Entry- und Exit-Kriterien pro Stufe

Ein Deal gehört nicht in "Proposal" ohne Budgetrahmen, Entscheider und Scope-Dokument. Vage Stufen erzeugen Fantasy-Pipeline.

Schreibe Exit-Kriterien als beobachtbare CRM-Felder, nicht als Tribal Knowledge. Automation erzwingt nur Messbares.

SLA-Alerts, die Sales wirklich beachtet

Trigger Reminder, wenn Deals zu lange in einer Stufe hängen. Eskaliere zum Team Lead bei High-Value-Accounts ohne Follow-up.

Verknüpfe SLA-Logik mit WhatsApp- und E-Mail-Touchpoints, damit Reps eine Timeline sehen, nicht drei getrennte Notification-Streams.

Disqualifizierungs-Reason-Codes

Tagge verlorene und disqualifizierte Leads mit strukturierten Gründen. Marketing braucht diesen Loop für Positionierung, nicht nur Sales-Anekdoten.

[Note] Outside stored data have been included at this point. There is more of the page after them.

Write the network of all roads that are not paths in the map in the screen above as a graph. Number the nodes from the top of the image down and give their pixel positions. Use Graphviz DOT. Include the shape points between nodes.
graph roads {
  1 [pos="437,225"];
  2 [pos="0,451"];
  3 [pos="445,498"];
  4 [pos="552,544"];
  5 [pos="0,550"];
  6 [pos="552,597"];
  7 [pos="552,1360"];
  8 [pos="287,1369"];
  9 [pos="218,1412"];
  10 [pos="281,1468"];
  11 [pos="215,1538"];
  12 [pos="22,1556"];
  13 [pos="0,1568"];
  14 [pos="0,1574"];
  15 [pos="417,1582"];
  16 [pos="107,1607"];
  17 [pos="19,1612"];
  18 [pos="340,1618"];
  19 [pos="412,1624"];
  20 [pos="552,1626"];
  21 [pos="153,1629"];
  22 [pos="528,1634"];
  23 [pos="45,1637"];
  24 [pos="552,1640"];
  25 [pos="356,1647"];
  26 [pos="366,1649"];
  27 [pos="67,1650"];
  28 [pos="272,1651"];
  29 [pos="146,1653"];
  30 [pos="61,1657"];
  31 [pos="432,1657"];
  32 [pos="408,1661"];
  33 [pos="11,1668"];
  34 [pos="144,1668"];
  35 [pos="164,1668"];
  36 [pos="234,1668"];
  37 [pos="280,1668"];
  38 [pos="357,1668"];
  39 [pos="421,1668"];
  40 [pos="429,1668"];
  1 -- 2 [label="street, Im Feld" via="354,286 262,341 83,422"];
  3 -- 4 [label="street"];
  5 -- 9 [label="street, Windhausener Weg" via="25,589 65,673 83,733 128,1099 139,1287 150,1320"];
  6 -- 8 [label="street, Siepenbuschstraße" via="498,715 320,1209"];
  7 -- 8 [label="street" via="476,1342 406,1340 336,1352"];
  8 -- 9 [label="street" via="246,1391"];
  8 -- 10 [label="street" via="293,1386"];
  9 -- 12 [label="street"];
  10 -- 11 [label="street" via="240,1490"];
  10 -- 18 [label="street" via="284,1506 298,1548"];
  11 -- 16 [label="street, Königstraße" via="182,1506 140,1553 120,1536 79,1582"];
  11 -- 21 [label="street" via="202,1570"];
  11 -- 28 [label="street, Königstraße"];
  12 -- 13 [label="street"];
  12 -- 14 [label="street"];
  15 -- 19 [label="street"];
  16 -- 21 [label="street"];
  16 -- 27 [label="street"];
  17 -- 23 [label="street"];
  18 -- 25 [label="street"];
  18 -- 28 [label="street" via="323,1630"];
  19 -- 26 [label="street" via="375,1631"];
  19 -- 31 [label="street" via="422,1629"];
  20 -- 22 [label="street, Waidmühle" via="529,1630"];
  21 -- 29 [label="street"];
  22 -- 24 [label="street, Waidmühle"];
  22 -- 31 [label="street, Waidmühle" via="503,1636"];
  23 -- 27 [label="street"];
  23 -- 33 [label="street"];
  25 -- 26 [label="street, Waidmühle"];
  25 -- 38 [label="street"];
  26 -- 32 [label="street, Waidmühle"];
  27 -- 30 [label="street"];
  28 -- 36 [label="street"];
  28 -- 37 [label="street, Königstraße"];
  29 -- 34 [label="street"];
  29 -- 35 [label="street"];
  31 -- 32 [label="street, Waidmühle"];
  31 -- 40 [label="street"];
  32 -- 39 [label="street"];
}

Speise Top-Disqualifizierungs-Tags monatlich in Content und Ad-Targeting. CRM-Hygiene wird Growth-Input.

Reporting synchron mit Daily Ops

Synchronisiere CRM mit Dashboards, die Sales jeden Morgen öffnet: Stage-Aging, Velocity und Quellqualität pro Kanal.

Fünf bis sieben Pipeline-Stufen mit klaren Outcomes schlagen fünfzehn Micro-Stufen, die niemand pflegt.

FAQ

Wie viele Pipeline-Stufen sind ideal?

Meist fünf bis sieben mit klaren Business-Outcomes und durchgesetzten Entry-Kriterien.

Alle Felder Pflicht?

Nur entscheidungsrelevante. Zu viele Pflichtfelder töten Adoption.

Wie passt WhatsApp in CRM-Automation?

Logge WhatsApp-Threads als Aktivitäten an Deals, damit Stage-Automation vollen Kontext sieht.